Come controprova, potremmo invocare i risultati ben diversi della stessa organizzazione affidata alla I.O.C.; i centri diretti da «Nuove messi» sono riusciti, hanno dato un effettivo rendimento: perchè erano diretti da operaie, che sapevano a che cosa volevano arrivare.

Si deve dunque cercare la soluzione nell'utilizzazione di elementi popolari abbastanza formati per istruire o trascinare i figli della massa?

Sì; ma per questo bisogna anzitutto che ci rendiamo bene conto che il problema esiste, e che, partendo da tale constatazione, cerchiamo di risolverlo. Finchè non ne saremo convinti, faremo delle topiche. La convinzione del popolo che «borghesia» e «religione» siano tutt'uno, è il più forte ostacolo per l'evangelizzazione delle masse. Ora, i nostri atteggiamenti evidentemente incoscienti e derivati dalla nostra formazione, dalle nostre abitudini molto spesso non sono fatti per distruggere questa persuasione.

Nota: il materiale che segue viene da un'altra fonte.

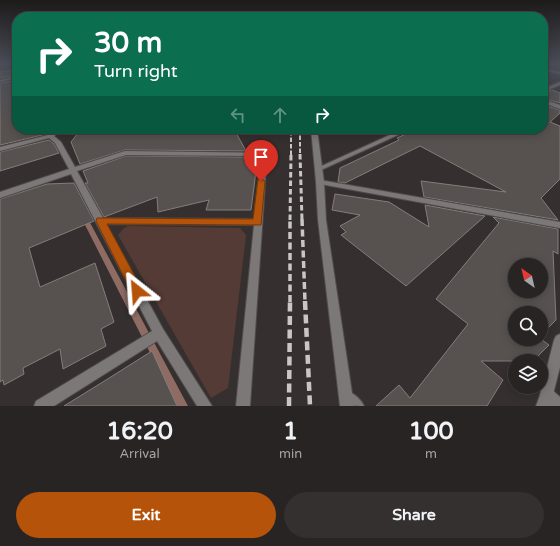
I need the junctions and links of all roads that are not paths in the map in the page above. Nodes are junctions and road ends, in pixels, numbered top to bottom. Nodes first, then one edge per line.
1 (558, 84) edge
2 (548, 89) edge
3 (548, 103) edge
4 (560, 107) edge
5 (53, 134) edge
6 (315, 134) edge
7 (397, 134) edge
8 (50, 136) junction
9 (0, 149) edge
10 (319, 169) junction
11 (72, 170) junction
12 (320, 182) junction
13 (0, 195) edge
14 (100, 221) junction
15 (257, 222) junction
16 (560, 225) edge
17 (159, 333) junction
18 (560, 340) edge
19 (545, 400) edge
20 (346, 401) edge
21 (41, 406) edge
22 (205, 406) edge
23 (243, 406) edge
24 (357, 406) edge
25 (560, 406) edge

1 - 2 street
3 - 4 street
5 - 8 street
6 - 10 street
7 - 10 street
8 - 9 street
8 - 11 street
10 - 12 street
11 - 13 street
11 - 14 street
11 - 15 street
12 - 16 street
12 - 20 street
14 - 15 street
14 - 17 street
15 - 23 street
17 - 21 street
17 - 22 street
18 - 19 street
19 - 25 street
20 - 24 street

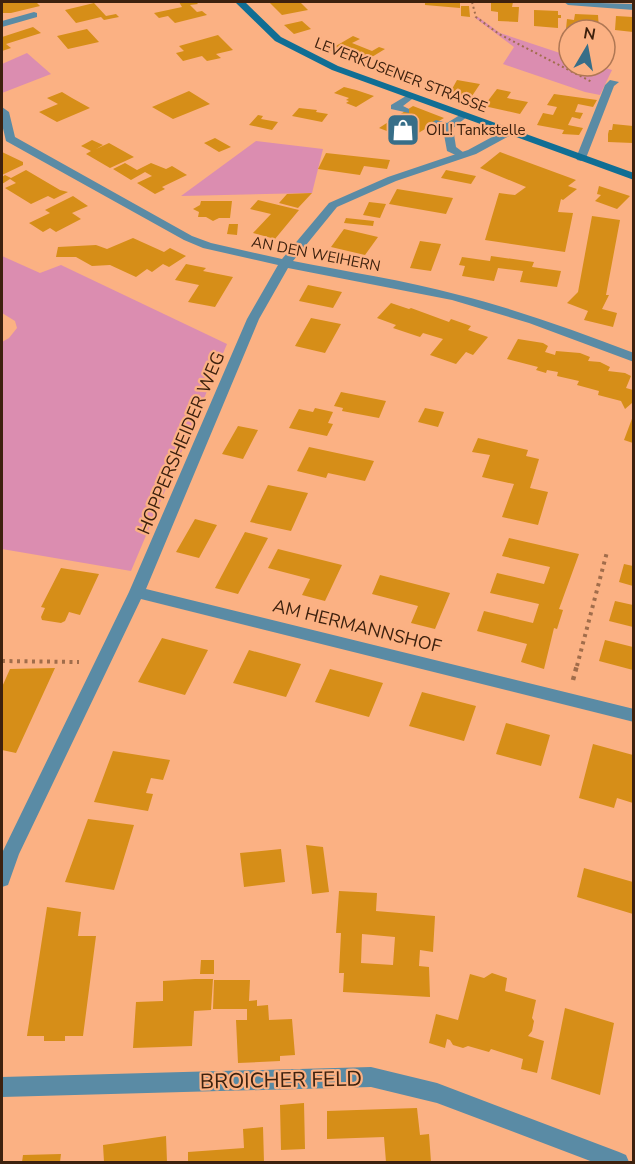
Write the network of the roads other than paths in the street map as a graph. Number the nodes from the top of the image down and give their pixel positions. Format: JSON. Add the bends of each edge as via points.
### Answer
{"nodes":[{"id":1,"x":240,"y":2,"type":"edge"},
{"id":2,"x":568,"y":2,"type":"edge"},
{"id":3,"x":633,"y":7,"type":"edge"},
{"id":4,"x":34,"y":15,"type":"dead end"},
{"id":5,"x":2,"y":24,"type":"edge"},
{"id":6,"x":612,"y":84,"type":"road end"},
{"id":7,"x":411,"y":96,"type":"junction"},
{"id":8,"x":2,"y":110,"type":"edge"},
{"id":9,"x":405,"y":111,"type":"dead end"},
{"id":10,"x":464,"y":116,"type":"junction"},
{"id":11,"x":436,"y":123,"type":"dead end"},
{"id":12,"x":448,"y":127,"type":"junction"},
{"id":13,"x":508,"y":132,"type":"junction"},
{"id":14,"x":6,"y":141,"type":"edge"},
{"id":15,"x":462,"y":155,"type":"junction"},
{"id":16,"x":581,"y":158,"type":"junction"},
{"id":17,"x":633,"y":177,"type":"edge"},
{"id":18,"x":285,"y":263,"type":"junction"},
{"id":19,"x":633,"y":358,"type":"edge"},
{"id":20,"x":137,"y":592,"type":"junction"},
{"id":21,"x":633,"y":716,"type":"edge"},
{"id":22,"x":2,"y":879,"type":"edge"},
{"id":23,"x":2,"y":1087,"type":"edge"},
{"id":24,"x":619,"y":1162,"type":"edge"}],
"edges":[{"from":1,"to":7,"type":"main road","name":"LEVERKUSENER STRASSE","via":[[278,39],[301,52]]},
{"from":2,"to":3,"type":"street"},
{"from":4,"to":5,"type":"street"},
{"from":6,"to":16,"type":"street"},
{"from":7,"to":9,"type":"street","via":[[395,107]]},
{"from":7,"to":10,"type":"main road","name":"LEVERKUSENER STRASSE"},
{"from":8,"to":14,"type":"street","name":"AN DEN WEIHERN"},
{"from":10,"to":12,"type":"street"},
{"from":10,"to":13,"type":"main road","name":"LEVERKUSENER STRASSE"},
{"from":11,"to":12,"type":"street"},
{"from":12,"to":15,"type":"street","via":[[451,148]]},
{"from":13,"to":15,"type":"street","name":"HOPPERSHEIDER WEG"},
{"from":13,"to":16,"type":"main road","name":"LEVERKUSENER STRASSE"},
{"from":14,"to":18,"type":"street","name":"AN DEN WEIHERN","via":[[188,238],[225,251]]},
{"from":15,"to":18,"type":"street","name":"HOPPERSHEIDER WEG","via":[[383,182],[333,205]]},
{"from":16,"to":17,"type":"main road","name":"LEVERKUSENER STRASSE"},
{"from":18,"to":19,"type":"street","name":"AN DEN WEIHERN","via":[[490,307],[563,329]]},
{"from":18,"to":20,"type":"street","name":"HOPPERSHEIDER WEG","via":[[232,365]]},
{"from":20,"to":21,"type":"street","name":"AM HERMANNSHOF"},
{"from":20,"to":22,"type":"street","name":"HOPPERSHEIDER WEG","via":[[10,854]]},
{"from":23,"to":24,"type":"street","name":"BROICHER FELD","via":[[370,1077],[437,1093]]}]}
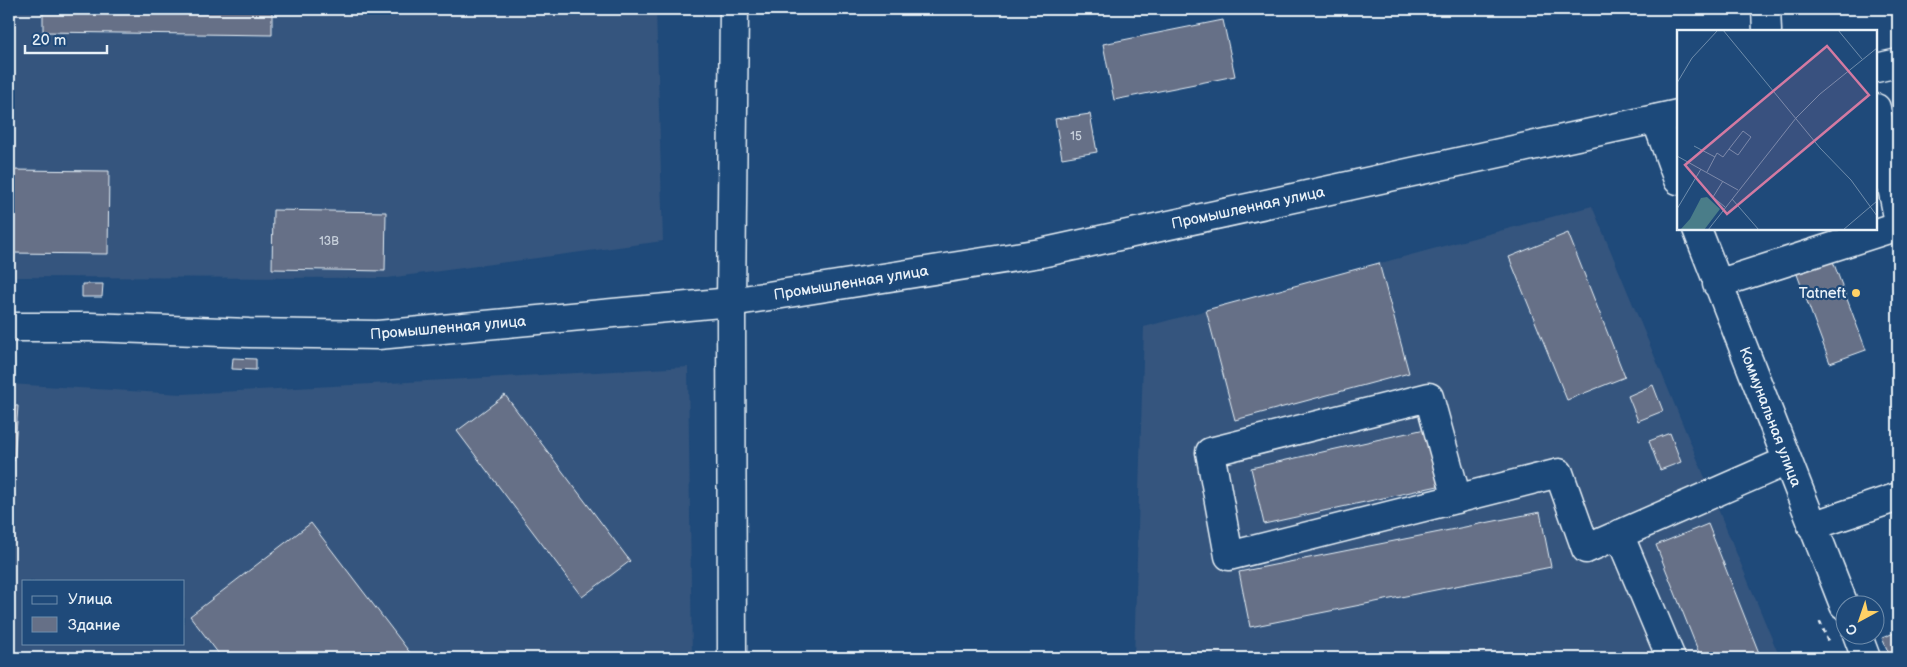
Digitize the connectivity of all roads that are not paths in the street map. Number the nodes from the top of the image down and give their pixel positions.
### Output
1 (734, 9) edge
2 (1766, 9) edge
3 (1767, 30) edge
4 (1898, 63) edge
5 (1877, 68) edge
6 (1877, 113) edge
7 (1667, 116) edge
8 (1677, 174) edge
9 (1898, 217) edge
10 (1898, 226) edge
11 (1697, 230) edge
12 (1717, 284) junction
13 (731, 302) junction
14 (9, 327) edge
15 (1787, 461) junction
16 (1898, 497) edge
17 (1457, 499) junction
18 (1812, 526) junction
19 (1619, 534) junction
20 (1840, 594) edge
21 (1860, 644) edge
22 (732, 658) edge
23 (1671, 658) edge
24 (1866, 658) edge

1 - 13 main road
2 - 3 main road
4 - 5 main road
6 - 9 main road
7 - 8 main road
7 - 13 main road, Промышленная улица
10 - 12 main road
11 - 12 main road, Коммунальная улица
12 - 15 main road, Коммунальная улица
13 - 14 main road, Промышленная улица
13 - 22 main road
15 - 18 main road, Коммунальная улица
15 - 19 main road
16 - 18 main road
17 - 17 main road
17 - 19 main road
18 - 20 main road, Коммунальная улица
19 - 23 main road
21 - 24 main road

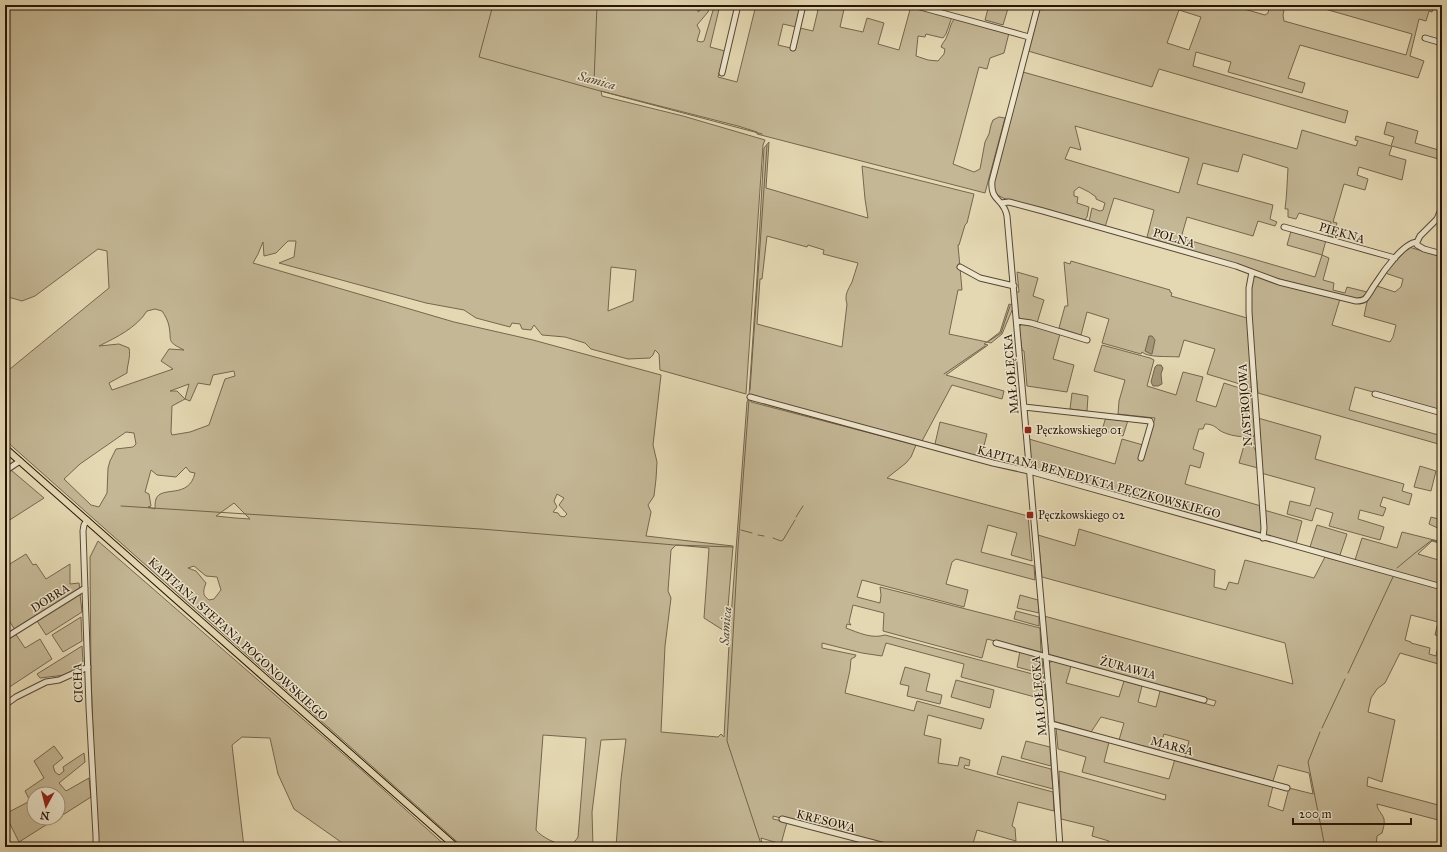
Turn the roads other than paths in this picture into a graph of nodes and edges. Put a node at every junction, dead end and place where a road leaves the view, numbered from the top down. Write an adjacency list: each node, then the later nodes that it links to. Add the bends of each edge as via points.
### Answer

Ascoltate quel che narra una militante:

Ho visto un giorno giungere insieme in una sagrestia un operaio in tenuta da lavoro ed un signore che, a vederlo, doveva certo, essere un parrocchiano di marca. Entrambi conoscevano lo stesso prete, ed erano venuti a cercarlo. Il sacerdote, senza nemmeno salutare l'operaio (eppure lo conosceva bene!) si mostrò molto complimentoso col signore e lo fece subito entrare nel suo ufficio. In quel momento ho visto l'operaio cambiar colore: tuttavia egli stette più di mezz'ora ad aspettare, e quando fu stufo se ne andò. Io trovo che quel prete ha agito in modo da umiliare l'operaio il quale aveva pur diritto ad un saluto: se si fossero trovati soli, non glielo avrebbe forse fatto? ed allora, perchè questa differenza?... Conosco anche un parroco che accudisce in modo speciale a un gruppetto di I.I.C.: le chiama «le sue borghesucce». Dice spessissimo alle altre che esse non possono essere unite con le giociste, che esse hanno bisogno di molti riguardi. Ebbene, le altre ragazze (sono semplici operaie, ma hanno una buona educazione) ne soffrono molto. Un giorno, alcune delle prime si sono ugualmente avvicinate a certe giociste, e hanno discusso con loro sul modo con cui quel parroco giudica le operaie:
— Ragazze senza istruzione, pochissimo intelligenti; sciocchine, insomma.
Risultato: barriera insuperabile fra il parroco e le operaie sciocchine, che non sono però sciocche come crede lui... Si deve essere stupidi per forza, solo perchè si è operai?